WORK INSTRUCTION: Whenever the word "源泉路二段" shows up in a line of the data, copy that line.

INFORMATION:
·····

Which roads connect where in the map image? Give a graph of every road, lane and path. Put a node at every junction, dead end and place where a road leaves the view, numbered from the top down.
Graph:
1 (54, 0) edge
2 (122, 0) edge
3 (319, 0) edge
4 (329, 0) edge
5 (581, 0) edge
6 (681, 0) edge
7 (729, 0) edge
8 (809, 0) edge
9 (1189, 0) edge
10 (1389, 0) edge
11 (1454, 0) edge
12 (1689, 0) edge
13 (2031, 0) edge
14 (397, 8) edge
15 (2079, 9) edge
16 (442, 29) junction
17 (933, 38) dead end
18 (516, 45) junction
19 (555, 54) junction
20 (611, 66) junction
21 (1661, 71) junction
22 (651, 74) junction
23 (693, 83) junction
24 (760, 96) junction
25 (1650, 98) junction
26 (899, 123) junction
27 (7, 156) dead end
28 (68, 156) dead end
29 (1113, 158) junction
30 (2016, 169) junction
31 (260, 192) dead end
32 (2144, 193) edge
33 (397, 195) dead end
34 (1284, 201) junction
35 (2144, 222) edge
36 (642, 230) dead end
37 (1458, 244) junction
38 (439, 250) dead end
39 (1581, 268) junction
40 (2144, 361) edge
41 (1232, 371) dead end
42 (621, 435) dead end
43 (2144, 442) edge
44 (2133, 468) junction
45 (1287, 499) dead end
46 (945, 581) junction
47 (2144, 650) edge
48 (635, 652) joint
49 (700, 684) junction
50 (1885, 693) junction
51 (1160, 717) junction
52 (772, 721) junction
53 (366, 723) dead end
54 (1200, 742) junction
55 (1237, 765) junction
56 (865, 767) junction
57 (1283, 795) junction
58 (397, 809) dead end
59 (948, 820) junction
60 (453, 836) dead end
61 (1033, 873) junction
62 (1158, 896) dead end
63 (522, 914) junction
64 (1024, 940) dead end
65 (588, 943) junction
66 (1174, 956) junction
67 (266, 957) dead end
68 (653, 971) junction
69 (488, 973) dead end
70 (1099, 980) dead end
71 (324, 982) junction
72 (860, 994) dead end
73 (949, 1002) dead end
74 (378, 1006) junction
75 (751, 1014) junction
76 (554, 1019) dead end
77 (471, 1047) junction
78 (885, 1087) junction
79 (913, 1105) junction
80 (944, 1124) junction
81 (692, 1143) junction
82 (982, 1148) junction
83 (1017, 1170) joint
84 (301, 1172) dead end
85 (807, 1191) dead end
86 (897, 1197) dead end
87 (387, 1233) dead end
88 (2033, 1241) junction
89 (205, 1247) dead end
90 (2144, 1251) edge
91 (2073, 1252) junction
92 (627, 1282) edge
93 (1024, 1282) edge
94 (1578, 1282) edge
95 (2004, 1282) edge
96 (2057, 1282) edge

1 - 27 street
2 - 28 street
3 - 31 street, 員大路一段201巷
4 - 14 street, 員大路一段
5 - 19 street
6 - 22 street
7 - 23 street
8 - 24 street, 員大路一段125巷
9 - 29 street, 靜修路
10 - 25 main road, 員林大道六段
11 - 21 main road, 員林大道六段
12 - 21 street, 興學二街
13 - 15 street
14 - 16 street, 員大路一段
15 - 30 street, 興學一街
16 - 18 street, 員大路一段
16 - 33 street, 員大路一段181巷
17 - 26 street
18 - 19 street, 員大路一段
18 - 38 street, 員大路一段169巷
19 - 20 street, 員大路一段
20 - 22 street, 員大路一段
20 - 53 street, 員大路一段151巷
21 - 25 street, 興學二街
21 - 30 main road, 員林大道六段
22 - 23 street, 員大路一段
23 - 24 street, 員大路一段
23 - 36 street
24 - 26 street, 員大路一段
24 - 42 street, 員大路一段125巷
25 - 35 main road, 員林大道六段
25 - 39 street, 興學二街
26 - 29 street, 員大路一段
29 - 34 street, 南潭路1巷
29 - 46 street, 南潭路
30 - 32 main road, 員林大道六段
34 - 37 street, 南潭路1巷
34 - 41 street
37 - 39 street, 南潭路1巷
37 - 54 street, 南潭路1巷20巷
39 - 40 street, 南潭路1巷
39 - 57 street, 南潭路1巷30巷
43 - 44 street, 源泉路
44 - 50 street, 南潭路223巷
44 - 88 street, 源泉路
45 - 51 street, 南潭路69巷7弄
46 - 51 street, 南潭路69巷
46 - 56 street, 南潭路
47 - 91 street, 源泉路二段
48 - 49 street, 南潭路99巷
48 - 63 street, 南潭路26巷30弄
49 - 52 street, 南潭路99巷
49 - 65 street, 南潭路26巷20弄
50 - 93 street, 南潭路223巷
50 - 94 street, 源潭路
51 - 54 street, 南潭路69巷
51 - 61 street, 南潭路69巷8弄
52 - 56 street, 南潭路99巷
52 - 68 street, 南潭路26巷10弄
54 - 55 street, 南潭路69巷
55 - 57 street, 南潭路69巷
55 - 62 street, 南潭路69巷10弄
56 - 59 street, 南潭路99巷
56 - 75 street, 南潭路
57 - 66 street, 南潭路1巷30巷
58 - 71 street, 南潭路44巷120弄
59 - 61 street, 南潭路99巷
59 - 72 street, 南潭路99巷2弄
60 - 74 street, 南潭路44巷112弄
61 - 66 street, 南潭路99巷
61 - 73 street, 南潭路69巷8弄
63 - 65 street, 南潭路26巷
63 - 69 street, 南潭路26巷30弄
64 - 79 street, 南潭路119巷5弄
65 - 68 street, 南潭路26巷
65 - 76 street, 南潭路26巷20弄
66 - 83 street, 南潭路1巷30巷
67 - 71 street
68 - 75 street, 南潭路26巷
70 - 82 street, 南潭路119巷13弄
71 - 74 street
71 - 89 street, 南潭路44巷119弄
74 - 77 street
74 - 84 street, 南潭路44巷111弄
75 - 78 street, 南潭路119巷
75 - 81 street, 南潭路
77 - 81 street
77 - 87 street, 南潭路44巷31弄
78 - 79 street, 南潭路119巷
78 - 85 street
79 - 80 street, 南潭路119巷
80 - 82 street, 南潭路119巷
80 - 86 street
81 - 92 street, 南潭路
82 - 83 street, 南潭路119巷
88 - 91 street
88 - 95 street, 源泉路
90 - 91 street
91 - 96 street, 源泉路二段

·····

ANSWER SECTION:
47 - 91 street, 源泉路二段
91 - 96 street, 源泉路二段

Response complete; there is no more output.